Yes, there isn’t actually a self-identified Santellian faction of the Tea Party, or a self-identified Beck wing. And yes, no binary will ever capture all the nuances of a diverse and motley movement. But the point of Continetti’s “literary” analysis was to identify tendencies, not factions — and tendencies can co-exist not only in the same movement, but often in the same people, without being formally acknowledged as competing ideologies. (There’s probably a little Beck and a little Santelli in every conservative heart …)
Moreover, once you start applying the frame to real-world figures, it’s pretty easy to see what Continetti’s talking about. Nikki Haley and Scott Brown are both Santellians, for instance (even though Haley is more right-wing than Brown), because they’re forward-looking and positive rather than conspiratorial and apocalyptic. Rick “Gather Your Armies” Barber, on the other hand, is a Beckian. So is Michelle Bachmann, at least when she’s fretting about Barack Obama’s sinister plans to create a “global economy.” When Tea Party darling Marco Rubio talks about the need to reform Social Security, he’s being Santellian. When Tea Party darling Sharron Angle talks about how Social Security and Medicare “can’t be fixed,” that’s Beckian. Paul Ryan’s Roadmap is Santellian. Rand Paul’s critique of the Civil Rights Act is Beckian. And so on and so forth.

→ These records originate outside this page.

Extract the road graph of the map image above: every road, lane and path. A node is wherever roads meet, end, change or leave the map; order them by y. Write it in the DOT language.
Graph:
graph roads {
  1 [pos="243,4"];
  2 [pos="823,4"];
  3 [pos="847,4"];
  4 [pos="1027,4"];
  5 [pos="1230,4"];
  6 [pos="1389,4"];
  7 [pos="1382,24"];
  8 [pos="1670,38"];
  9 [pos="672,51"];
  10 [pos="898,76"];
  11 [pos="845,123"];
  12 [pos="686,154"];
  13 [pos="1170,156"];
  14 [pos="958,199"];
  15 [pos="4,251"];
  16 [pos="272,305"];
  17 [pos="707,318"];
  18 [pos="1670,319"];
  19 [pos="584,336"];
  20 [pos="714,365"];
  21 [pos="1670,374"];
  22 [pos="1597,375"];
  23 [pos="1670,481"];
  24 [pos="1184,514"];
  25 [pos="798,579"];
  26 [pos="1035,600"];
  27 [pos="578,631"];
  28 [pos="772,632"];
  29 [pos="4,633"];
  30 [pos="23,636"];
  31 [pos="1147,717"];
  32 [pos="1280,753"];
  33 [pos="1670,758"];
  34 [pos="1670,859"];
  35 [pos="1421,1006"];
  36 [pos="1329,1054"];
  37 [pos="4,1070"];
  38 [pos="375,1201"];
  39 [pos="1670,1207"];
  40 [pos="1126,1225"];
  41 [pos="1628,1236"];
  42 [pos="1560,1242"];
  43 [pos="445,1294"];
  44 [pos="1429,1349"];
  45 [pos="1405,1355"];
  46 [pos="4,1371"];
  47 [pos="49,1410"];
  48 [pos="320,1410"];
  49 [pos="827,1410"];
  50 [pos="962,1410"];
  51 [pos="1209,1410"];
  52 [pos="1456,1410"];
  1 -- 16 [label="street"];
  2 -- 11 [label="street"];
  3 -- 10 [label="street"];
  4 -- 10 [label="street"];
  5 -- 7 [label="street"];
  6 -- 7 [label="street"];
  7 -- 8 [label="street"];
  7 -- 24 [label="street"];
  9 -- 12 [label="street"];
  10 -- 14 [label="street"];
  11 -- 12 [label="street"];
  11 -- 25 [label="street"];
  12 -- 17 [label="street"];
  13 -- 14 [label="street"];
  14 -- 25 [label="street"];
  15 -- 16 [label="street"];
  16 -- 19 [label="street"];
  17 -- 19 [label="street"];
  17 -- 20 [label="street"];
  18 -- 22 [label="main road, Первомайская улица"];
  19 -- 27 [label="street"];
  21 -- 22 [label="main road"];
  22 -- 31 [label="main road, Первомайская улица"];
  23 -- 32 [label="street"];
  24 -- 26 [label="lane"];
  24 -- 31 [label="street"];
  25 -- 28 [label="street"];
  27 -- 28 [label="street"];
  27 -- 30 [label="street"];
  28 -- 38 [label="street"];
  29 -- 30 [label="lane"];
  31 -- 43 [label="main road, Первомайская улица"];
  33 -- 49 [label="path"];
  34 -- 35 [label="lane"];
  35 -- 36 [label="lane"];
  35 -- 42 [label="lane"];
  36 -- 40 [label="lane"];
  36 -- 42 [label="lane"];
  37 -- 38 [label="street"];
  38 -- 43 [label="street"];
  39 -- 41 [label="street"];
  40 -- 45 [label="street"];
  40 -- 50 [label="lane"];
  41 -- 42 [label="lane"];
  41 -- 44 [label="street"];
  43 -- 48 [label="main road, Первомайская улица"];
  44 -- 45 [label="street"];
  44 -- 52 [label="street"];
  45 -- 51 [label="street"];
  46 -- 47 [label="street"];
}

I’m more sympathetic to Goldberg’s broader complaint about Continetti’s essay — namely, that it’s possible to separate some of the arguments that Beck endorses (particularly the critique of early-20th century progressivism and its consequences that’s obviously close to Goldberg’s own heart) from the conspiracy theories and apocalyptic rhetoric that the TV host favors. Certainly there can be virtues in radical ideas and vices in the comforts of the “mainstream,” and with the conservative movement in the wilderness, a deep rethinking of all kinds of issues (even if Goldberg and I might disagree about which ones) may have more to recommend it than Continetti’s piece sometimes seems to allow. (Though I don’t think that he intended to be quite as sweepingly dismissive of such rethinking as Goldberg suggests: See his response on that front for some clarification.)
But Continetti’s ultimately right that any such rethinking needs to circle back to the realities of contemporary politics, and the challenges of actual-existing policy issues, rather than indulging in manichaean fantasies about a final battle between virtuous liberty-lovers and wicked statists. What’s more, he’s right to suggest that certain ways of rethinking American politics are simply toxic and self-discrediting and ought to be labeled as such, no matter how many copies of “The Road to Serfdom” they inspire people to buy.